| Task item |
Read the records below and copy each line that contains "Alice".

| Data excerpts |
*** Block opens ***

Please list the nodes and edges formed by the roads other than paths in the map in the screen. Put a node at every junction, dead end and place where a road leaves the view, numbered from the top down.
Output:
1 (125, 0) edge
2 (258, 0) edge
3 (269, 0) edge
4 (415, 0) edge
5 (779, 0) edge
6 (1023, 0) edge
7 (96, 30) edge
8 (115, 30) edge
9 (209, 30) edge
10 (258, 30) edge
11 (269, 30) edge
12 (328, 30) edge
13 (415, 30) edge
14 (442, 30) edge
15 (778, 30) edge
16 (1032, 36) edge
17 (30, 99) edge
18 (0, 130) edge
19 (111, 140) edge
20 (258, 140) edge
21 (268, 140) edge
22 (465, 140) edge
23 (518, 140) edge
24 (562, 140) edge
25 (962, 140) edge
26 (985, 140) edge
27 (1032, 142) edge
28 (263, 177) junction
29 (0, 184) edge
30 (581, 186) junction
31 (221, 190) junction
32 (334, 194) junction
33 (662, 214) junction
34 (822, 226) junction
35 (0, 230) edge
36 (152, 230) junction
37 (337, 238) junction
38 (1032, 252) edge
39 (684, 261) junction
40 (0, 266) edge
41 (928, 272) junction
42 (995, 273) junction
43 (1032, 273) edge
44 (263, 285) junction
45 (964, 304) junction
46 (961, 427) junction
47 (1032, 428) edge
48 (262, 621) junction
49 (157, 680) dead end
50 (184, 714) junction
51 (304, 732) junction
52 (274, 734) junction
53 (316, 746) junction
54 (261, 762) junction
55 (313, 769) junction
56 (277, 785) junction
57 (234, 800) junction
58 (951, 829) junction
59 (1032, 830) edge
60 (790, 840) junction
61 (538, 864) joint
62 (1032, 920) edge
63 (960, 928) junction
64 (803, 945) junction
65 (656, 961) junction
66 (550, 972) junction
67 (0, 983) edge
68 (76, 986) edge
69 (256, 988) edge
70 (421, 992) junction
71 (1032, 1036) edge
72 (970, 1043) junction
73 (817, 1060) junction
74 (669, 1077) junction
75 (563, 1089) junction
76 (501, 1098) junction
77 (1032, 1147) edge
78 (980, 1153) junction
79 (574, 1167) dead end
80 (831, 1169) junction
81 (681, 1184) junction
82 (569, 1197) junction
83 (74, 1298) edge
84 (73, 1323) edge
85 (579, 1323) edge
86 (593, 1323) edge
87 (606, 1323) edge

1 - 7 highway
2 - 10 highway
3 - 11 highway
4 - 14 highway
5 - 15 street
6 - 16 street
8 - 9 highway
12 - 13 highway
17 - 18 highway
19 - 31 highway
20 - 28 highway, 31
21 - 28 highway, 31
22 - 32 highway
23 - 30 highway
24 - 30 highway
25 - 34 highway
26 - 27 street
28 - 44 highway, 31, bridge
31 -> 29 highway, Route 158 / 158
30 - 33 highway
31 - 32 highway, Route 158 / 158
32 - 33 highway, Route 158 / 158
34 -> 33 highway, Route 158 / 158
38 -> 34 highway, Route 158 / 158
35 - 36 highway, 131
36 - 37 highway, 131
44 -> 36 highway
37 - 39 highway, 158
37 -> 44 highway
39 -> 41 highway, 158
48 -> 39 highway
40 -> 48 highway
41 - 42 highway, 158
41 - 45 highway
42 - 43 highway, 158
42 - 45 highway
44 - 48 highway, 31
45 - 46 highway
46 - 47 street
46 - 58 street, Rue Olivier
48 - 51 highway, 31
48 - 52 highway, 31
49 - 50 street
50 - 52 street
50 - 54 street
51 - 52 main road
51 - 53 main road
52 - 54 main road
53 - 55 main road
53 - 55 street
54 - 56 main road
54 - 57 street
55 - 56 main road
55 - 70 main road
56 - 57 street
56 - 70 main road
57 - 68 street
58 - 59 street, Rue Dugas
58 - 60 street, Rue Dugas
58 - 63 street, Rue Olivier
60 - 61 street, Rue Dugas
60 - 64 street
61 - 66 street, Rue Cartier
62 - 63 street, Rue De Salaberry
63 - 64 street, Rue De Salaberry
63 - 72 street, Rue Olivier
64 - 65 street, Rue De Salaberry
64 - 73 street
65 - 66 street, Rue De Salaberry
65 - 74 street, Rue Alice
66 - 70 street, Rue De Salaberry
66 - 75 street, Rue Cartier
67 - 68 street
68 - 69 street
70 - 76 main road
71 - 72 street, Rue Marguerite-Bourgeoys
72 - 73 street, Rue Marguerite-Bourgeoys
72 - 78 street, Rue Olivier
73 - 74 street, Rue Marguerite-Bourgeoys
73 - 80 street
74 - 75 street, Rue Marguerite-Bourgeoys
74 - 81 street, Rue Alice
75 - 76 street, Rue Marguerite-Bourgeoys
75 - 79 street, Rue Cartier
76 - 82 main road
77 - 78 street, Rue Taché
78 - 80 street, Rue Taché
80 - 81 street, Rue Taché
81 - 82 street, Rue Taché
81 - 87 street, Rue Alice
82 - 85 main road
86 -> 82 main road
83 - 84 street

*** Block closes ***

| Solution to the exercise |
65 - 74 street, Rue Alice
74 - 81 street, Rue Alice
81 - 87 street, Rue Alice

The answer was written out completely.